[Required work] How many lines below contain the string "Country"? Reply with the figure and no further words.

[Recorded data]
• • • •

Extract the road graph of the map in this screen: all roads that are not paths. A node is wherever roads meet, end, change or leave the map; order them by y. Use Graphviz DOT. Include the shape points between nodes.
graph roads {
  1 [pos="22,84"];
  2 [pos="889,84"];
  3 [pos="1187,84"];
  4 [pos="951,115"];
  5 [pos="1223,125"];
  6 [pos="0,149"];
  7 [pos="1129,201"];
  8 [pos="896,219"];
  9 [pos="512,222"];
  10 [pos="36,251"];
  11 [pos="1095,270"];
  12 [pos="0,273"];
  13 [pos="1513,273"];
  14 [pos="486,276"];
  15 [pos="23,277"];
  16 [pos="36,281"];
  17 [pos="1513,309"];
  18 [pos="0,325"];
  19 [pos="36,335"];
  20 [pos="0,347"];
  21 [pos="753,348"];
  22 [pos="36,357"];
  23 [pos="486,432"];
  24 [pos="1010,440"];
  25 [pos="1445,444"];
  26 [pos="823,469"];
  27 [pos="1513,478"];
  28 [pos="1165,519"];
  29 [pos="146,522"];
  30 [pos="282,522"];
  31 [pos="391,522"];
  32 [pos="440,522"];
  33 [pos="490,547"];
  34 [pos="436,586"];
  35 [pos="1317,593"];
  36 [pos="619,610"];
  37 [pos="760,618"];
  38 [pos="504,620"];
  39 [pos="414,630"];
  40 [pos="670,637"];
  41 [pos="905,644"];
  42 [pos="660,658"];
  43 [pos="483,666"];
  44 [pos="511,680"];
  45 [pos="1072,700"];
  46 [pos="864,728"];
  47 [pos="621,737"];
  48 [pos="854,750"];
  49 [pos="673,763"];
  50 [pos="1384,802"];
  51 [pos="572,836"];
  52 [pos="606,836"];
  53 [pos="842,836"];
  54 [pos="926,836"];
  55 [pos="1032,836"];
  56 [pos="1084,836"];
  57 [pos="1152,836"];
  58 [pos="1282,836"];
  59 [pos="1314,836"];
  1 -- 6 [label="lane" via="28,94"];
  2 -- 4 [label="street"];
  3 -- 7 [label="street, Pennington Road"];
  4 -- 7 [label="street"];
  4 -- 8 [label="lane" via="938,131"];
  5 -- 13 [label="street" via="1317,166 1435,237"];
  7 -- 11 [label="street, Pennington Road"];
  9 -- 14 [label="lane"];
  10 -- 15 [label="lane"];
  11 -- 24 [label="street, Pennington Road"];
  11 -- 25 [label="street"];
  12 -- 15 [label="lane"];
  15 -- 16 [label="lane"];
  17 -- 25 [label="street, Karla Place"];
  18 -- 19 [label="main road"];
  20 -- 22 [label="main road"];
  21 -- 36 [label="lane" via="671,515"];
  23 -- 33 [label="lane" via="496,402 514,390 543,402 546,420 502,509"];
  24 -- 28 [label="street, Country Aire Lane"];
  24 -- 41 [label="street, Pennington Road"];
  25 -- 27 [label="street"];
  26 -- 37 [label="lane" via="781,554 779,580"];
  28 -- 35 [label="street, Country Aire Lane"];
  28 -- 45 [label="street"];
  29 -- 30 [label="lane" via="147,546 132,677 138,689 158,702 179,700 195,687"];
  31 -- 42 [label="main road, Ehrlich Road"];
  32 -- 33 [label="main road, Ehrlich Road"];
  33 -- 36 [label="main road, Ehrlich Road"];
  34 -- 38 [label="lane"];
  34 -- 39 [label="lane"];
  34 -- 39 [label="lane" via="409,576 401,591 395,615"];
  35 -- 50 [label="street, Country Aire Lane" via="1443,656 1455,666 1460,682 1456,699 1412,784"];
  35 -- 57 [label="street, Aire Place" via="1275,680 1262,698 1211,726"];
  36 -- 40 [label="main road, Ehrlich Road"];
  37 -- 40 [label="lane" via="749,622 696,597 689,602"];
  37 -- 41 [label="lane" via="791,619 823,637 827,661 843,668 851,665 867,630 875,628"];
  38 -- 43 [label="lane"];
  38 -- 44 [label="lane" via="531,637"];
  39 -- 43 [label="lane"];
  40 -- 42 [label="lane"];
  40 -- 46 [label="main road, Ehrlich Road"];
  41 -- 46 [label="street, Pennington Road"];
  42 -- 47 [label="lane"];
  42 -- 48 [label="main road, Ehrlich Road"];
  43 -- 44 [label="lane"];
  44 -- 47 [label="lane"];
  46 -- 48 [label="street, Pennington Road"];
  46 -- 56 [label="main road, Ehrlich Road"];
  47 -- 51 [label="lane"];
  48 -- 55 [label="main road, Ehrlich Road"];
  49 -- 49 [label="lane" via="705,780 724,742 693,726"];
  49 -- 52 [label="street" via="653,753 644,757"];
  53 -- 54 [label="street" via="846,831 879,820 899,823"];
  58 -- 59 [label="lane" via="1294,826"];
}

• • • •

[Response area] 3